O momento de maior emoção chegou com a evocação de João Rafael Cardoso, o jovem de 23 anos que frequentava o curso de Operações Especiais e cuja morte abalou o país. D. Sérgio Dinis recordou a visita à família, em Mafra, a 30 de janeiro, e sublinhou: “O João Rafael não partiu por acaso. Morreu enquanto se preparava para servir Portugal, enquanto se tornava naquilo a que sentia ter sido chamado. Isso tem um valor moral e humano que nenhuma dor conseguirá apagar.” O bispo revelou ainda a devoção simples mas profunda do soldado a Nossa Senhora de Fátima e assegurou: “O Exército Português não esquece os seus filhos. E a Igreja, que vos acompanha e serve, não esquece as famílias que carregam esta saudade.”

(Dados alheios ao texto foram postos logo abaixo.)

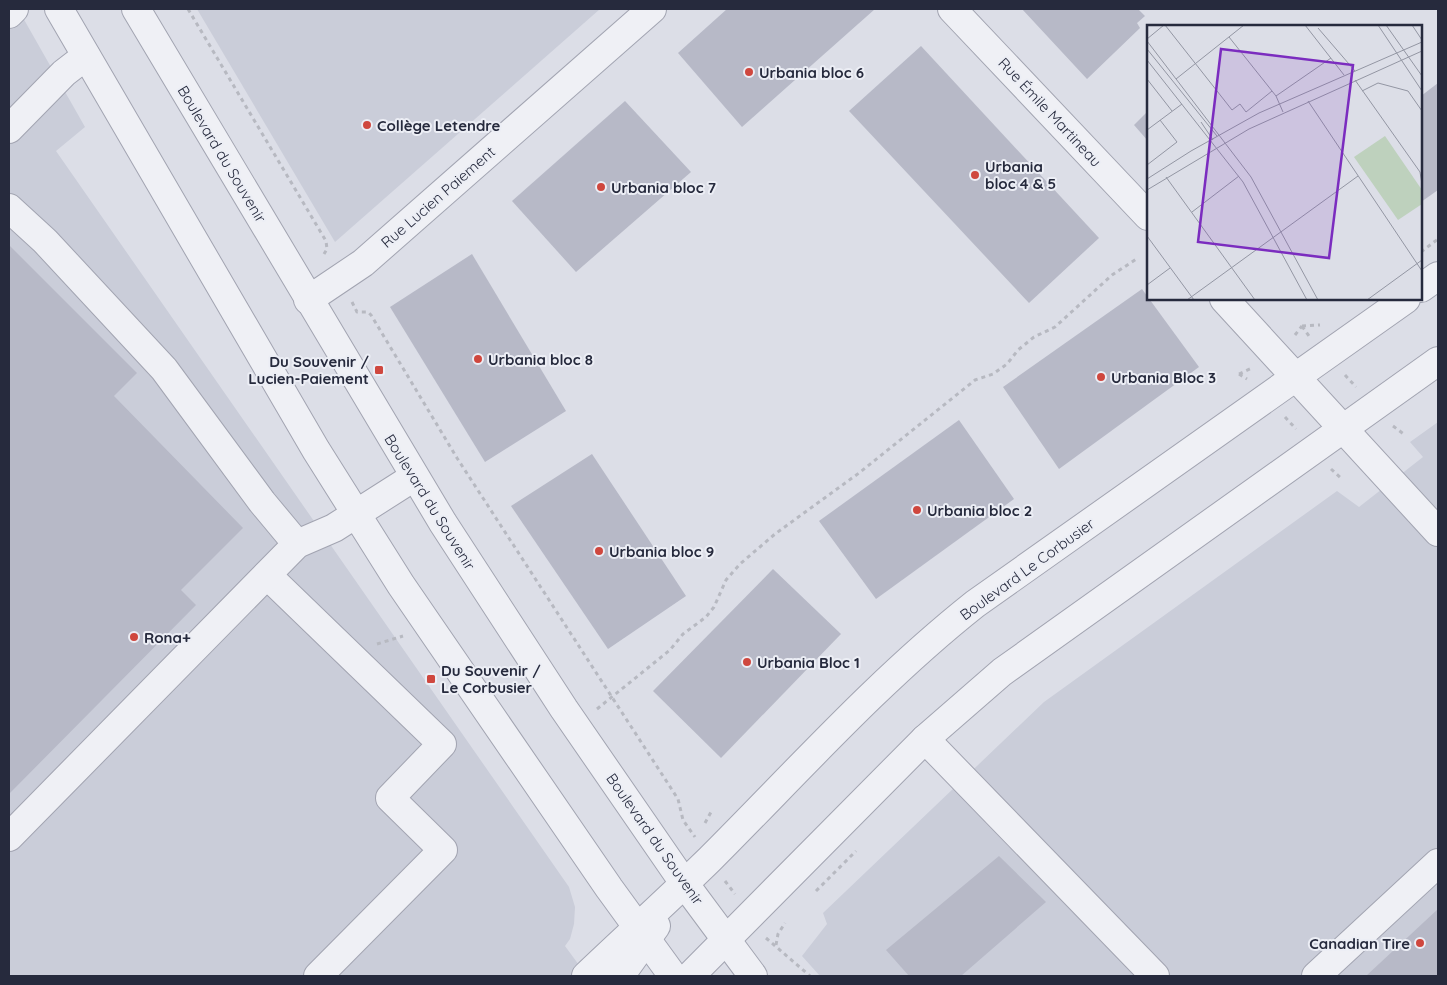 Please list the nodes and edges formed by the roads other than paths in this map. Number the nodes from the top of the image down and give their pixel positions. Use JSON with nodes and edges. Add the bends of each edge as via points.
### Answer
{"nodes":[{"id":1,"x":14,"y":9,"type":"edge"},
{"id":2,"x":59,"y":9,"type":"edge"},
{"id":3,"x":136,"y":9,"type":"edge"},
{"id":4,"x":652,"y":9,"type":"edge"},
{"id":5,"x":952,"y":9,"type":"edge"},
{"id":6,"x":9,"y":14,"type":"edge"},
{"id":7,"x":86,"y":56,"type":"junction"},
{"id":8,"x":9,"y":129,"type":"edge"},
{"id":9,"x":9,"y":208,"type":"edge"},
{"id":10,"x":1147,"y":215,"type":"edge"},
{"id":11,"x":1438,"y":276,"type":"edge"},
{"id":12,"x":1422,"y":287,"type":"edge"},
{"id":13,"x":308,"y":300,"type":"junction"},
{"id":14,"x":1225,"y":300,"type":"edge"},
{"id":15,"x":1405,"y":300,"type":"edge"},
{"id":16,"x":1438,"y":360,"type":"edge"},
{"id":17,"x":1296,"y":378,"type":"junction"},
{"id":18,"x":1344,"y":428,"type":"junction"},
{"id":19,"x":414,"y":477,"type":"junction"},
{"id":20,"x":357,"y":514,"type":"junction"},
{"id":21,"x":1438,"y":532,"type":"edge"},
{"id":22,"x":297,"y":544,"type":"junction"},
{"id":23,"x":267,"y":575,"type":"junction"},
{"id":24,"x":925,"y":739,"type":"junction"},
{"id":25,"x":9,"y":837,"type":"edge"},
{"id":26,"x":1438,"y":863,"type":"edge"},
{"id":27,"x":684,"y":883,"type":"junction"},
{"id":28,"x":642,"y":934,"type":"junction"},
{"id":29,"x":725,"y":939,"type":"junction"},
{"id":30,"x":673,"y":975,"type":"edge"},
{"id":31,"x":318,"y":976,"type":"edge"},
{"id":32,"x":586,"y":976,"type":"edge"},
{"id":33,"x":620,"y":976,"type":"edge"},
{"id":34,"x":753,"y":976,"type":"edge"},
{"id":35,"x":1155,"y":976,"type":"edge"},
{"id":36,"x":1316,"y":976,"type":"edge"}],
"edges":[{"from":1,"to":6,"type":"street"},
{"from":2,"to":7,"type":"street"},
{"from":3,"to":13,"type":"street","name":"Boulevard du Souvenir"},
{"from":4,"to":13,"type":"street","name":"Rue Lucien Paiement","via":[[363,263]]},
{"from":5,"to":10,"type":"street","name":"Rue Émile Martineau"},
{"from":7,"to":8,"type":"street","via":[[64,73]]},
{"from":7,"to":20,"type":"street"},
{"from":9,"to":22,"type":"street","via":[[164,369]]},
{"from":11,"to":12,"type":"street"},
{"from":13,"to":19,"type":"street","name":"Boulevard du Souvenir"},
{"from":14,"to":17,"type":"street"},
{"from":15,"to":17,"type":"street","name":"Boulevard Le Corbusier"},
{"from":16,"to":18,"type":"street"},
{"from":17,"to":18,"type":"street"},
{"from":17,"to":27,"type":"street","name":"Boulevard Le Corbusier","via":[[975,604],[934,637],[869,696]]},
{"from":18,"to":21,"type":"street"},
{"from":18,"to":24,"type":"street","via":[[1022,656]]},
{"from":19,"to":20,"type":"street"},
{"from":19,"to":27,"type":"street","name":"Boulevard du Souvenir","via":[[549,687]]},
{"from":20,"to":22,"type":"street"},
{"from":20,"to":28,"type":"street","via":[[442,646]]},
{"from":22,"to":23,"type":"street"},
{"from":23,"to":25,"type":"street"},
{"from":23,"to":31,"type":"street","via":[[442,744],[390,798],[443,850]]},
{"from":24,"to":29,"type":"street"},
{"from":24,"to":35,"type":"street"},
{"from":26,"to":36,"type":"street"},
{"from":27,"to":28,"type":"street","name":"Boulevard Le Corbusier"},
{"from":27,"to":29,"type":"street","name":"Boulevard du Souvenir"},
{"from":28,"to":30,"type":"street"},
{"from":28,"to":32,"type":"street","name":"Boulevard Le Corbusier"},
{"from":28,"to":33,"type":"street","name":"Boulevard Le Corbusier"},
{"from":29,"to":30,"type":"street"},
{"from":29,"to":34,"type":"street","name":"Boulevard du Souvenir"}]}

A encerrar a homilia, D. Sérgio Dinis sintetizou três certezas para o caminho: a força de escutar Deus, o sinal da mão estendida como verdadeiro gesto de fé e a vitória da vida sobre a morte, “porque a última palavra pertence a Deus”. E lançou um último apelo aos “Rangers de Lamego”: “Vós, que entrais onde poucos chegam, lembrai-vos de que sois também chamados a entrar na profundidade da vida com a mesma coragem com que entrais na operação. Com fé, com lealdade, com o coração aberto ao Senhor que nunca abandona os seus.”
As comemorações prosseguiram durante o dia com iniciativas que reforçam o prestígio da unidade de elite do Exército Português, numa jornada marcada pelo recolhimento, pela memória e pela reafirmação do espírito de missão que define os homens e mulheres do CTOE.